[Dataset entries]
#####
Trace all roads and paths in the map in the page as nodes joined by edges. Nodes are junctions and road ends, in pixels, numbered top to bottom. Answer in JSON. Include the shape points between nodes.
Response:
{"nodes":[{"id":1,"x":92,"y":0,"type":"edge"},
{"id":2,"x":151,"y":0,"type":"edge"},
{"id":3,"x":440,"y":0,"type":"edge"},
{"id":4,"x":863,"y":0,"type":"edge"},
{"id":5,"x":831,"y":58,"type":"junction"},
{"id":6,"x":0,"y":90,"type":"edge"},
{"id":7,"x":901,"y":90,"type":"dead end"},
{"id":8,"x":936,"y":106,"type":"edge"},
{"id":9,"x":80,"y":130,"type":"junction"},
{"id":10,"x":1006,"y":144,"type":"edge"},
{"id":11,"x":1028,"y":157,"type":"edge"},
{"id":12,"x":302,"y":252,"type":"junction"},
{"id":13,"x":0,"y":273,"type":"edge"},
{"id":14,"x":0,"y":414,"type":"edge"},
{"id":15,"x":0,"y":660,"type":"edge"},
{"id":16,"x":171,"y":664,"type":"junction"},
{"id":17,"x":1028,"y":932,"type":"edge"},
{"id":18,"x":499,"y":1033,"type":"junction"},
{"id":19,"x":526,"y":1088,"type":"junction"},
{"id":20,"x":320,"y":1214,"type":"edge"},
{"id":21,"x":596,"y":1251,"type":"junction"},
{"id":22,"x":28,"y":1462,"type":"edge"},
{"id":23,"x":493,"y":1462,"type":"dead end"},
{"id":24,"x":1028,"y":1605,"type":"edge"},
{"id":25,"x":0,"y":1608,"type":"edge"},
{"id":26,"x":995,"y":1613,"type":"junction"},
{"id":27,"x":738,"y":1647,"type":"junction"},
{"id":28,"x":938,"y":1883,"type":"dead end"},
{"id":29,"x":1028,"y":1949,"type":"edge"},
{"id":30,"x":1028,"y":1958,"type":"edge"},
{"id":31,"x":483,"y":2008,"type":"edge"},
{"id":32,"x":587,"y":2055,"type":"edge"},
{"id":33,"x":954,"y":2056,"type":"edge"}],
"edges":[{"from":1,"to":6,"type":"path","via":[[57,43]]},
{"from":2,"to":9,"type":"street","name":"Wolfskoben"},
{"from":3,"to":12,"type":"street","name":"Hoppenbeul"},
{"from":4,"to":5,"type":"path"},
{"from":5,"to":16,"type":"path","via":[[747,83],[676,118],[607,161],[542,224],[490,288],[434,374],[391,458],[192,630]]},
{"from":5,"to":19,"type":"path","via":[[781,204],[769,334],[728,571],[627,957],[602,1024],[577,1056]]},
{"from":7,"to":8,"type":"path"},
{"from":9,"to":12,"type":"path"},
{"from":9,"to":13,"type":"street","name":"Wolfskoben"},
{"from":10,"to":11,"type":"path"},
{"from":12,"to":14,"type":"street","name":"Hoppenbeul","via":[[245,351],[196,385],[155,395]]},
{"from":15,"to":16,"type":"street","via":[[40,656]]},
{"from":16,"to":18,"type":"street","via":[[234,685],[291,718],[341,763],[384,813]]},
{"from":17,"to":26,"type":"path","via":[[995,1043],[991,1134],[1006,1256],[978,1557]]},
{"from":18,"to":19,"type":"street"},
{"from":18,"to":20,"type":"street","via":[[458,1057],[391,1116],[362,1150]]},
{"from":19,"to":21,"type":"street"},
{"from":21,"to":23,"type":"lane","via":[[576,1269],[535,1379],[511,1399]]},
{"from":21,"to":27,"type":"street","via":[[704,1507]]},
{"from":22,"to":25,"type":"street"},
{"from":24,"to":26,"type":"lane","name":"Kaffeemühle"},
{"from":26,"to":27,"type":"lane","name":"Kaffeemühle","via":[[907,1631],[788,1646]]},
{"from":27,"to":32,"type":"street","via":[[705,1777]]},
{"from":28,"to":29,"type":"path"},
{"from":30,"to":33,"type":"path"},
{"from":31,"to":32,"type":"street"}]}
#####
*Assigned task*
The expected response is the full data, reproduced exactly.

*Task answer*
Trace all roads and paths in the map in the page as nodes joined by edges. Nodes are junctions and road ends, in pixels, numbered top to bottom. Answer in JSON. Include the shape points between nodes.
Response:
{"nodes":[{"id":1,"x":92,"y":0,"type":"edge"},
{"id":2,"x":151,"y":0,"type":"edge"},
{"id":3,"x":440,"y":0,"type":"edge"},
{"id":4,"x":863,"y":0,"type":"edge"},
{"id":5,"x":831,"y":58,"type":"junction"},
{"id":6,"x":0,"y":90,"type":"edge"},
{"id":7,"x":901,"y":90,"type":"dead end"},
{"id":8,"x":936,"y":106,"type":"edge"},
{"id":9,"x":80,"y":130,"type":"junction"},
{"id":10,"x":1006,"y":144,"type":"edge"},
{"id":11,"x":1028,"y":157,"type":"edge"},
{"id":12,"x":302,"y":252,"type":"junction"},
{"id":13,"x":0,"y":273,"type":"edge"},
{"id":14,"x":0,"y":414,"type":"edge"},
{"id":15,"x":0,"y":660,"type":"edge"},
{"id":16,"x":171,"y":664,"type":"junction"},
{"id":17,"x":1028,"y":932,"type":"edge"},
{"id":18,"x":499,"y":1033,"type":"junction"},
{"id":19,"x":526,"y":1088,"type":"junction"},
{"id":20,"x":320,"y":1214,"type":"edge"},
{"id":21,"x":596,"y":1251,"type":"junction"},
{"id":22,"x":28,"y":1462,"type":"edge"},
{"id":23,"x":493,"y":1462,"type":"dead end"},
{"id":24,"x":1028,"y":1605,"type":"edge"},
{"id":25,"x":0,"y":1608,"type":"edge"},
{"id":26,"x":995,"y":1613,"type":"junction"},
{"id":27,"x":738,"y":1647,"type":"junction"},
{"id":28,"x":938,"y":1883,"type":"dead end"},
{"id":29,"x":1028,"y":1949,"type":"edge"},
{"id":30,"x":1028,"y":1958,"type":"edge"},
{"id":31,"x":483,"y":2008,"type":"edge"},
{"id":32,"x":587,"y":2055,"type":"edge"},
{"id":33,"x":954,"y":2056,"type":"edge"}],
"edges":[{"from":1,"to":6,"type":"path","via":[[57,43]]},
{"from":2,"to":9,"type":"street","name":"Wolfskoben"},
{"from":3,"to":12,"type":"street","name":"Hoppenbeul"},
{"from":4,"to":5,"type":"path"},
{"from":5,"to":16,"type":"path","via":[[747,83],[676,118],[607,161],[542,224],[490,288],[434,374],[391,458],[192,630]]},
{"from":5,"to":19,"type":"path","via":[[781,204],[769,334],[728,571],[627,957],[602,1024],[577,1056]]},
{"from":7,"to":8,"type":"path"},
{"from":9,"to":12,"type":"path"},
{"from":9,"to":13,"type":"street","name":"Wolfskoben"},
{"from":10,"to":11,"type":"path"},
{"from":12,"to":14,"type":"street","name":"Hoppenbeul","via":[[245,351],[196,385],[155,395]]},
{"from":15,"to":16,"type":"street","via":[[40,656]]},
{"from":16,"to":18,"type":"street","via":[[234,685],[291,718],[341,763],[384,813]]},
{"from":17,"to":26,"type":"path","via":[[995,1043],[991,1134],[1006,1256],[978,1557]]},
{"from":18,"to":19,"type":"street"},
{"from":18,"to":20,"type":"street","via":[[458,1057],[391,1116],[362,1150]]},
{"from":19,"to":21,"type":"street"},
{"from":21,"to":23,"type":"lane","via":[[576,1269],[535,1379],[511,1399]]},
{"from":21,"to":27,"type":"street","via":[[704,1507]]},
{"from":22,"to":25,"type":"street"},
{"from":24,"to":26,"type":"lane","name":"Kaffeemühle"},
{"from":26,"to":27,"type":"lane","name":"Kaffeemühle","via":[[907,1631],[788,1646]]},
{"from":27,"to":32,"type":"street","via":[[705,1777]]},
{"from":28,"to":29,"type":"path"},
{"from":30,"to":33,"type":"path"},
{"from":31,"to":32,"type":"street"}]}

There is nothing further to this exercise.